Perspective Recommends

Book and audio reviews

Doomed and Famous
By Adrian Dannatt
Illustrations by Hugo Guinness
(320pp, Sequence Press, £24, hb)

What makes a great obituarist as opposed to a successful biographer? If it is an instinct for obscure but telling detail, a sense of joie de vivre against all odds and a propensity for laughter in the dark, then the Nabokovian figure of Adrian Dannatt fits the bill. He has a lepidopterist’s eye for flair and aesthetics combined with unfaltering, nineteenth-century levels of stamina for stalking his prey through the cafes and cemeteries of Paris, the nightclubs of London and Manhattan and the mysterious towers of Zembla. However, instead of killing his victims and mounting them on a wall he immortalises them for ever, beautifully, in print.

Doomed and Famous is a rare pleasure. A collection of obituaries mainly (but not always) of men, whose unusual lives Dannatt documents with a zealous commitment to the brief, the suicidal, the addicted, the long-lived, the extraordinarily rich, the flamboyant, the insouciantly poor, the innately glamorous and the artistic. We may only dimly recognise some of the names included but all of them will have had some sort of indirect influence or impact on our lives.

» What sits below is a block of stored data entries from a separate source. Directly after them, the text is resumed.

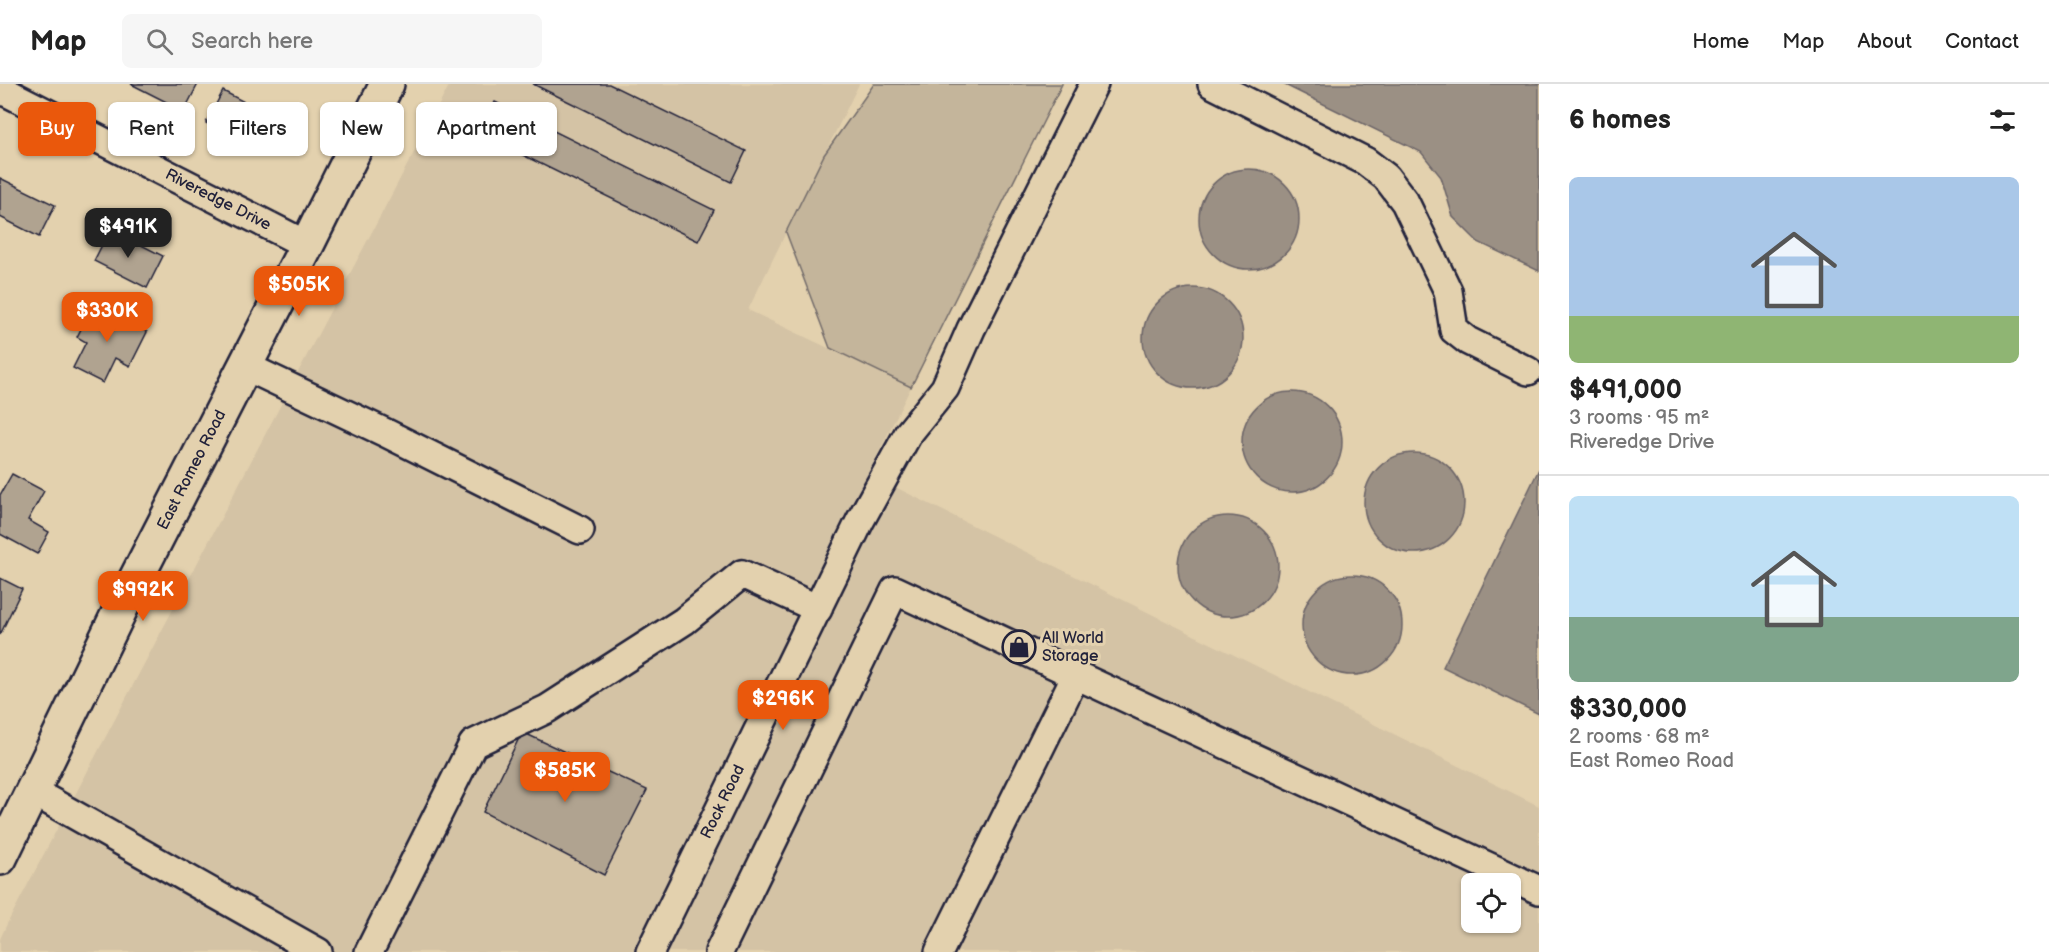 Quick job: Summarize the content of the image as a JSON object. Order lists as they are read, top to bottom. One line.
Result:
{"streets":{"main road":["East Romeo Road"],"street":["Riveredge Drive","Rock Road"]},"crossings":[["Riveredge Drive","East Romeo Road"]],"places":{"shop":["All World Storage"]},"page":{"header":"Map","search":"Search here","nav":["Home","Map","About","Contact"],"heading":"6 homes","chip":["Buy","Rent","Filters","New","Apartment"],"list":[{"name":"$491,000","note":"3 rooms · 95 m² · Riveredge Drive"},{"name":"$330,000","note":"2 rooms · 68 m² · East Romeo Road"}],"price":["$491K","$505K","$330K","$992K","$296K","$585K"]}} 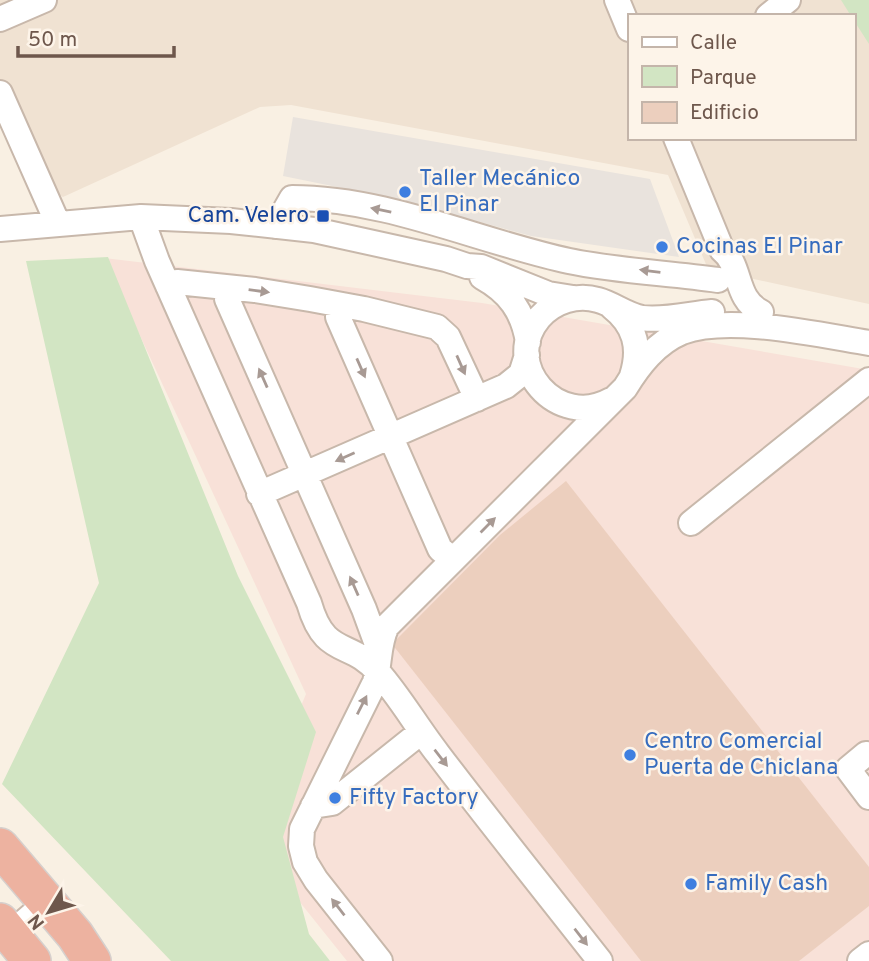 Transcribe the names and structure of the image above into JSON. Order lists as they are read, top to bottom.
{
  "places": {
    "other": [
      "Taller Mecánico El Pinar",
      "Cocinas El Pinar",
      "Centro Comercial Puerta de Chiclana",
      "Fifty Factory",
      "Family Cash"
    ],
    "transit": ["Cam. Velero"]
  },
  "legend": ["Calle", "Parque", "Edificio"],
  "scale_bar": "50 m",
  "north": "bottom left"
} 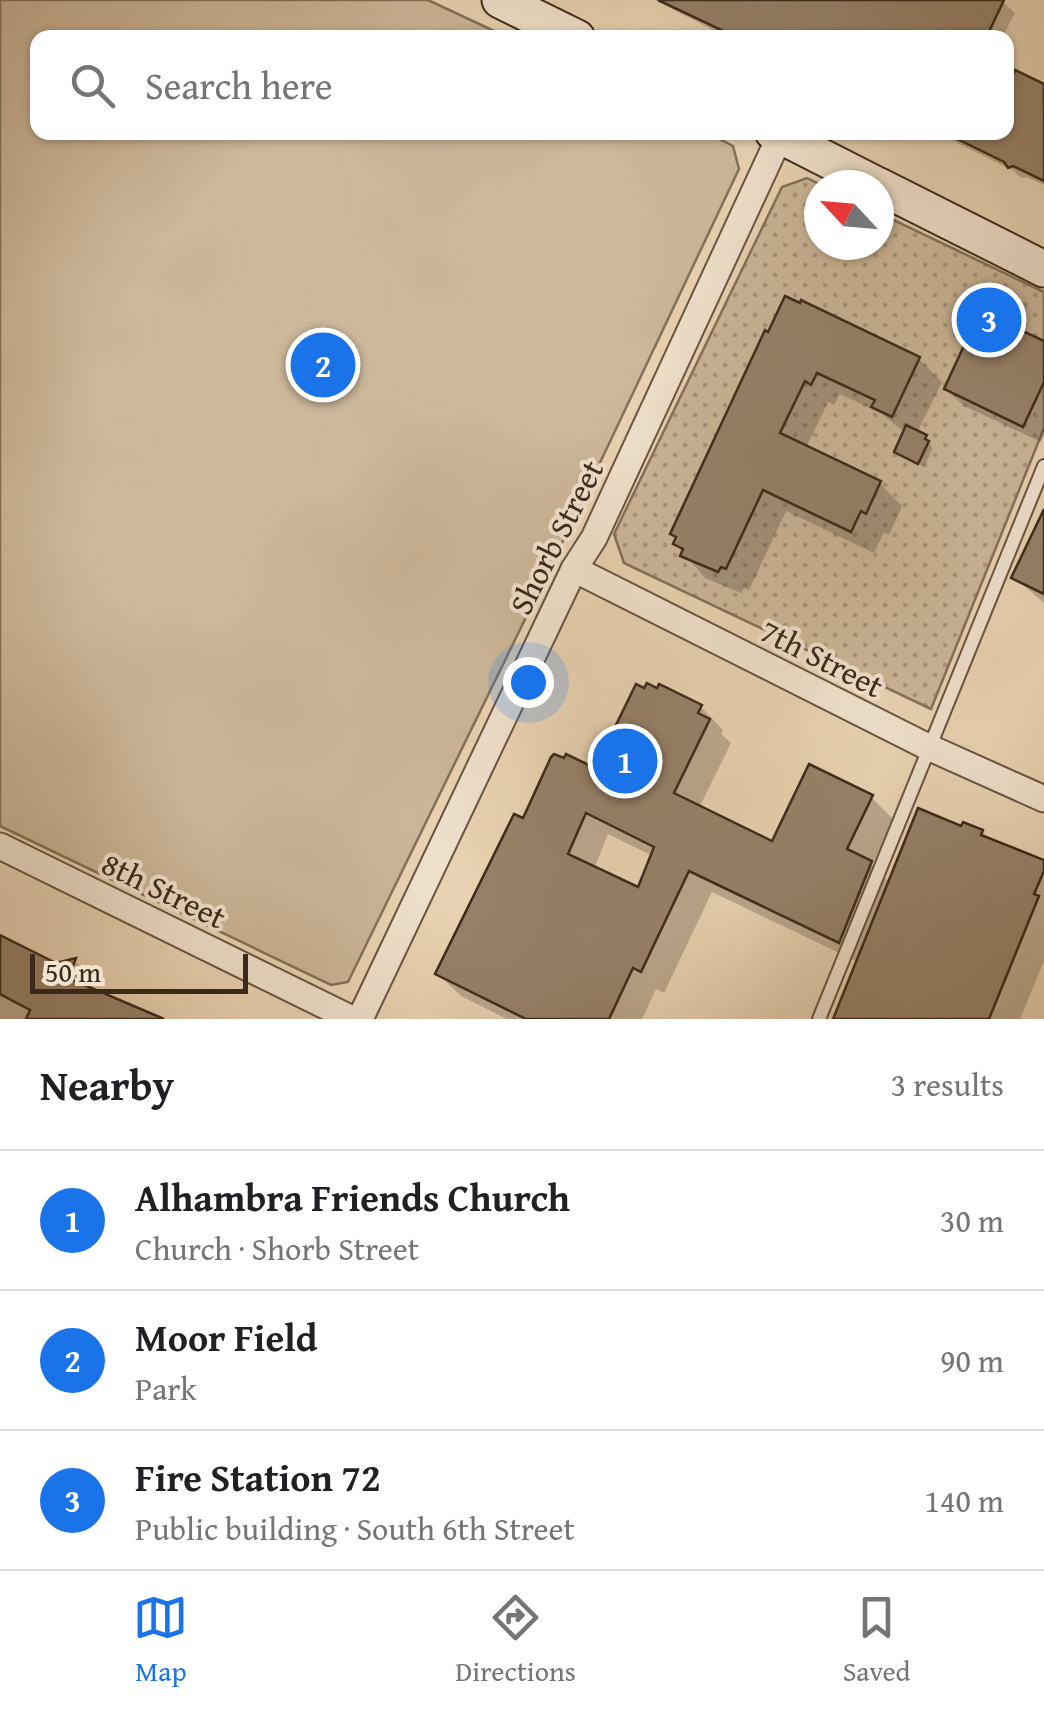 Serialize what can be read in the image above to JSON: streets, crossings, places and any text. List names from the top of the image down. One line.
{"streets":{"street":["Shorb Street","7th Street","8th Street"]},"crossings":[["Shorb Street","7th Street"]],"scale_bar":"50 m","north":"top left","page":{"search":"Search here","pins":["3","2","1"],"scale":"50 m","heading":["Nearby","3 results"],"list":[{"mark":"1","name":"Alhambra Friends Church","note":"Church · Shorb Street","value":"30 m"},{"mark":"2","name":"Moor Field","note":"Park","value":"90 m"},{"mark":"3","name":"Fire Station 72","note":"Public building · South 6th Street","value":"140 m"}],"nav":["Map","Directions","Saved"]}} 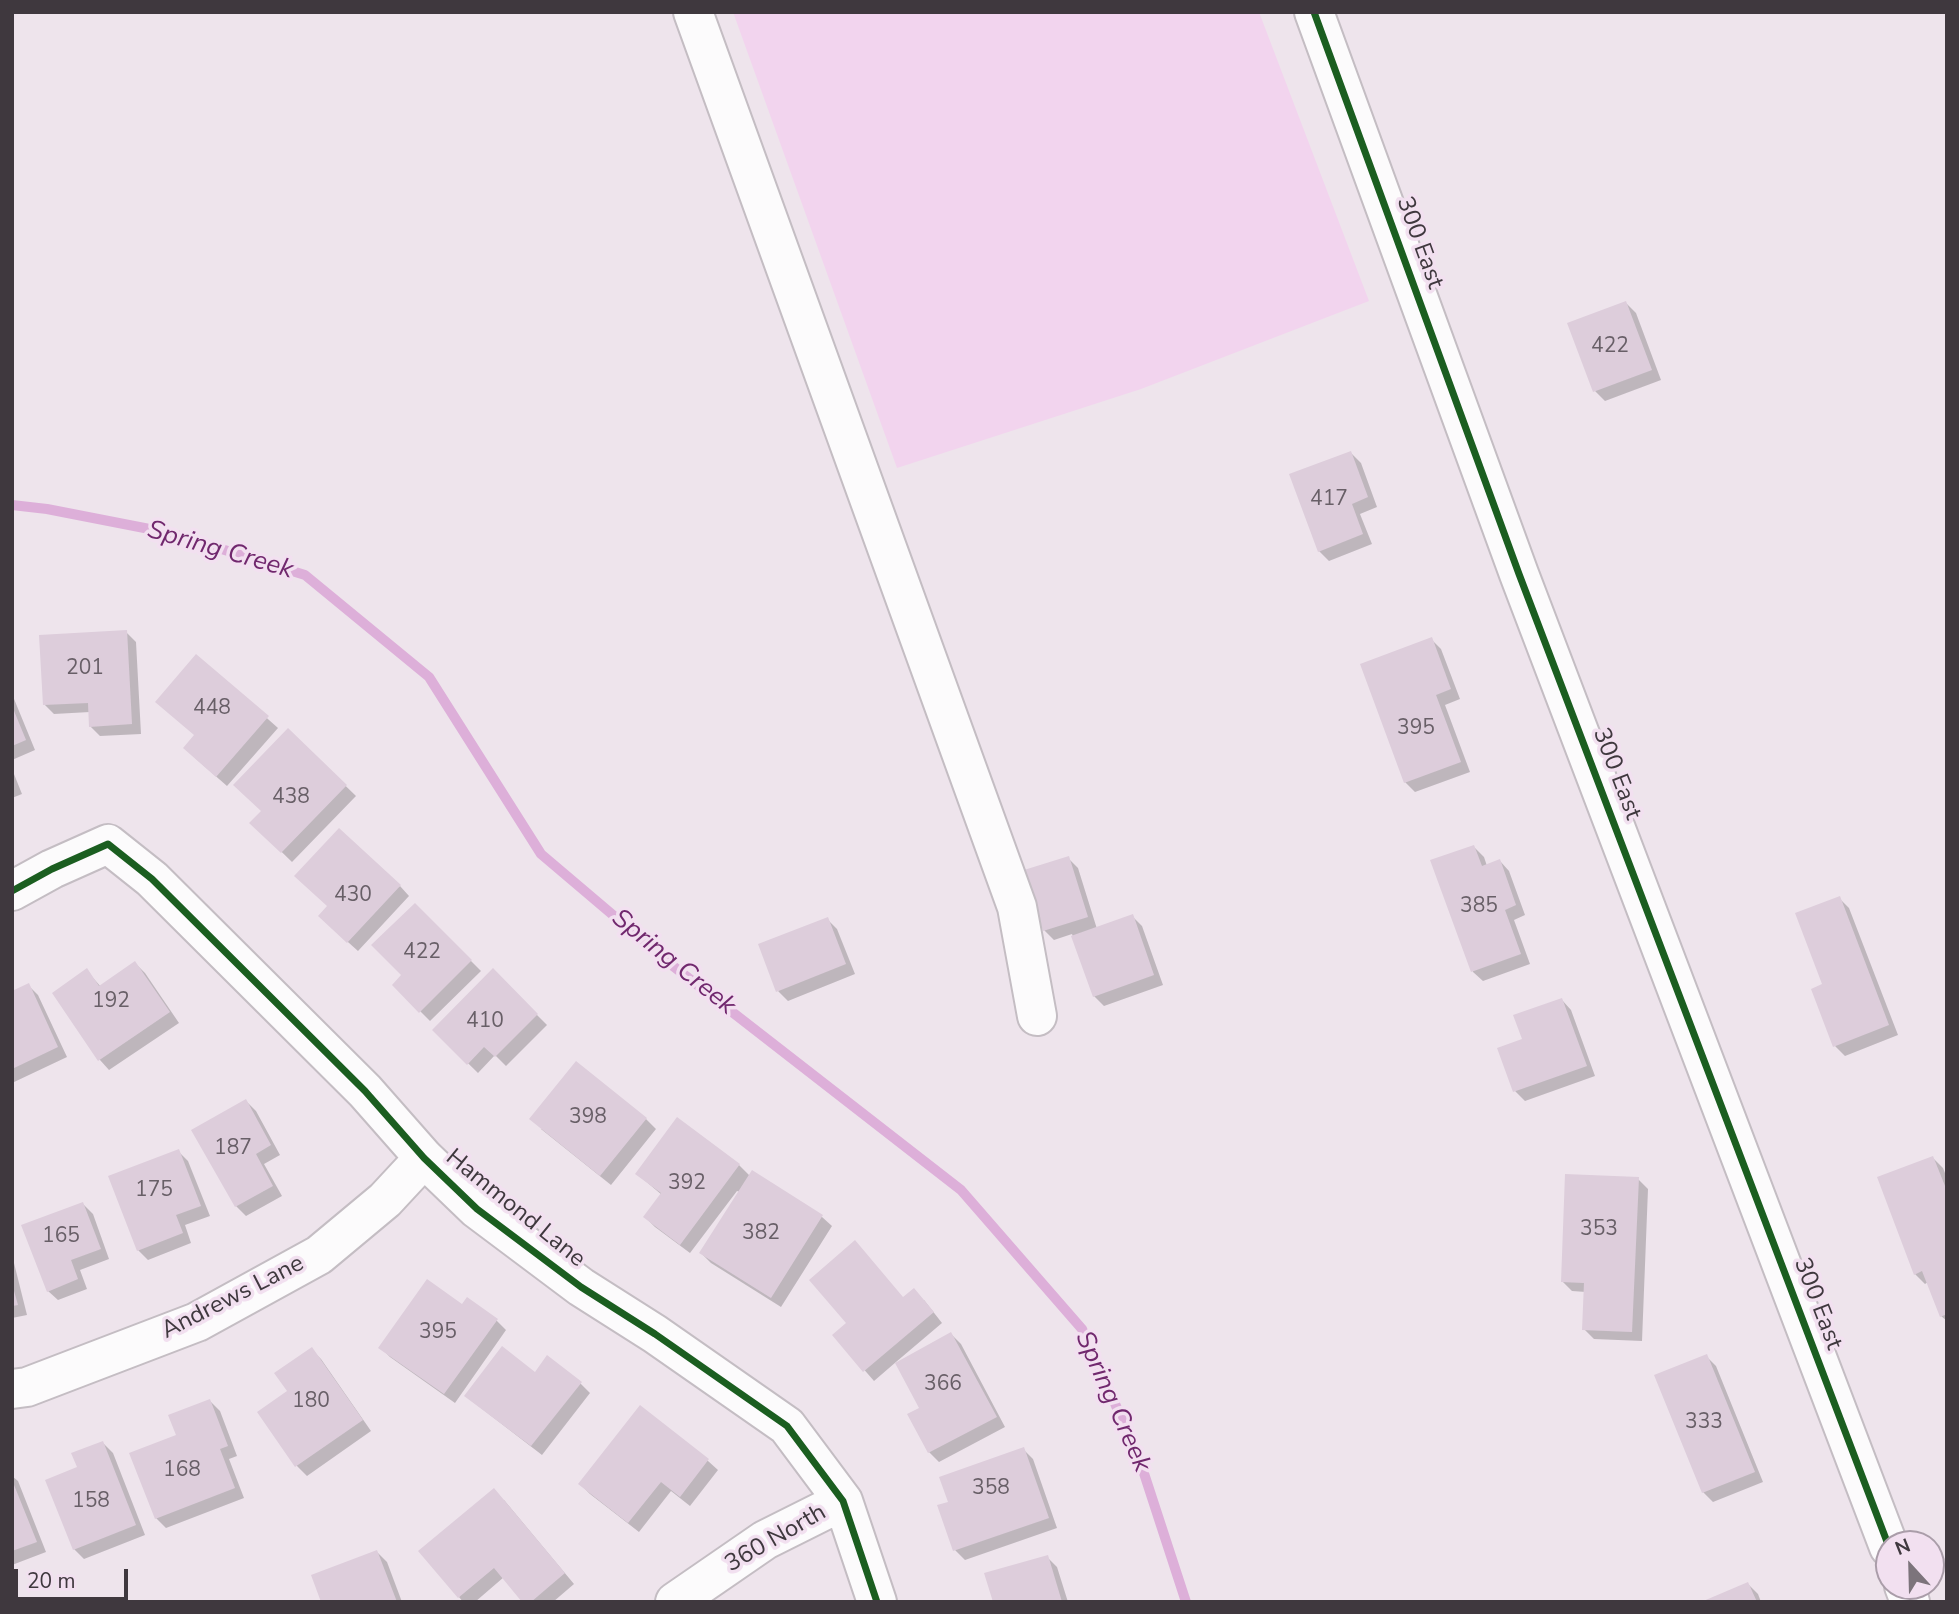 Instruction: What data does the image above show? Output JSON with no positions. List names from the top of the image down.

There is Rockets Redglare, born to a heroin-addicted fifteen-year-old, who supposedly delivered drugs to Sid Vicious and Nancy Spungen on the night she died, and also appeared in movies such as Big, After Hours and Trees Lounge. Then there’s Stuart Sherman, whose five-minute performance of Faust became a legend in avant-garde circles; he locked himself in Carson McCullers’ shuttered house in upstate New York and read to her – Gone with the Wind, Le Rouge et le Noir and A Handful of Dust – in the last year of her life. Or what about Alexander Iolas, dancer turned “the most famous art dealer in the world who no one knows,” who magically emerged from “a rich Eastern Mediterranean stew of merchants and story-tellers.” They all demand our attention.

These lives will amuse and captivate you by turns, long into the dark night. Surprisingly, given that everybody is journeying in one direction, and, as the late, great Bette Davies said, “growing old ain’t for cissies”, it’s all done with compassion and an enviable zest for life. Charmingly too, the private passions and secret griefs of our author are movingly illuminated in the refractory light of his subjects.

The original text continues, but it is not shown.